Salud y Sexualidad

Calcio para un esqueleto de piedra


NUTRICIONISTA DE SALUD PÚBLICA

Las fracturas de huesos son uno de los mayores riesgos de las personas mayores. La fragilidad de nuestro esqueleto es algo que está asociado con la edad. Sin embargo, no debemos pensar que esa situación es una condena sobre la que nada podemos hacer, porque sí es posible mejorar esa situación y, aunque en la farmacia existen remedios eficaces para los casos que requieren tratamiento, también es posible recurrir a la despensa, la farmacia de primeros auxilios.
La fragilidad ósea está directamente asociada al calcio, un mineral de muy alta presencia en nuestro organismo. Pero no es el único protagonista, ya que el poder de asimilación del calcio está unido a la vitamina D y a la presencia de otro mineral, el fósforo.
Muchos alimentos tienen en su composición calcio, como veremos más adelante, pero hay uno que destaca sobre los demás: la leche y todos sus derivados.
La leche, mientras no exista algún tipo de intolerancia sobre su ingestión, es un alimento básico para, primero contribuir de jóvenes al aumento de los niveles de calcio y, después, como preservante de los mismos, hasta la vejez. Entre los 45 y 70 años, una edad crítica, toman hasta un 46 por ciento de calcio menos de la cantidad recomendada.
Curiosamente sucede algo parecido con la vitamina D. Esto se produce porque las fuentes de alimentación son escasas. La vitamina D se encuentra de manera natural en pocos alimentos, como pescados grasos, hígado, yema de huevo y mantequilla, que son precisamente los más rechazados en las dietas femeninas.
Protege el corazón
Aunque nos hemos centrado en la osteoporosis para subrayar la importancia del calcio, este elemento es imprescindible por otras muchas razones.

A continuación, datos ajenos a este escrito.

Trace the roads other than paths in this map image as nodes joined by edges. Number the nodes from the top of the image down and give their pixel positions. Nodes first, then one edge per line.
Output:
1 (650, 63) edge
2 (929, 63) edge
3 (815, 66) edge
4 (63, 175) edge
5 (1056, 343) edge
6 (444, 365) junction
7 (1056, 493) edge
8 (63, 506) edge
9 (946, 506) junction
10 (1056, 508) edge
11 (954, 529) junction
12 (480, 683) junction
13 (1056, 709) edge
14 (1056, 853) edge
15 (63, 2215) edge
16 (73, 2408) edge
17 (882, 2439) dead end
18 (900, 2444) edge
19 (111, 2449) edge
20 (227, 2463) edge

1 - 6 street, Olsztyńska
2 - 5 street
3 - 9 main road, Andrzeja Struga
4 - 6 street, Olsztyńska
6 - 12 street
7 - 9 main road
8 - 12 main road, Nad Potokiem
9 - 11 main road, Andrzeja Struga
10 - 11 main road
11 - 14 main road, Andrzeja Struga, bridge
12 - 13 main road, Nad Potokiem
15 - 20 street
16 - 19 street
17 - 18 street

El calcio también ayuda a regular la frecuencia cardiaca y la transmisión de impulsos nerviosos, por lo que previene de enfermedades cardiovasculares y disminuye los niveles de colesterol, es activador de enzimas, contribuye a la reducción de la tensión arterial, influye en la actividad neuromuscular, previene los calambres musculares y puede ser preventivo en los procesos cancerosos.
En particular, en las mujeres y durante el embarazo, el calcio reduce la incidencia de la preeclampsia o hipertensión gestacional.

Alternativa: yogurt
Como se puede apreciar son muchas las razones para tomar muy en serio la ingesta de calcio a partir de alimentos naturales. Los lácteos serán la principal fuente y los quesos son los que tienen mayor proporción de calcio por unidad de peso y después los yogures. Con estos últimos hay que hacer la salvedad de que la absorción de calcio es mayor y además en el mercado existen preparaciones de algunos fabricantes, con un alto contenido en calcio, bajos en grasa y un alto contenido en vitamina D, lo que les hace especialmente idóneos para toda la población.
Numerosos estudios médicos han puesto de manifiesto la importancia del consumo de yogures como una de las mejores medidas para asimilar el calcio necesario, especialmente entre las mujeres, que son la población de mayor riesgo.
En este rango de edad se recomienda la ingesta de 1.500 mg/día de calcio y 400 unidades de vitamina D. En este sentido hay que recomendar, consumir auténticos yogures, desechando aquellos que con la misma denominación se venden como tales, pero que al estar pasteurizados para su conservación sin frío, dejan de tener esa condición.
Después debemos elegir aquellos que están enriquecidos con calcio, en general por encima de los 300 mg de calcio por cada 100 gramos de producto, a ser posible con bajo contenido en grasa y un alto contenido en vitamina D, que como decimos es fundamental para garantizar la absorción del calcio.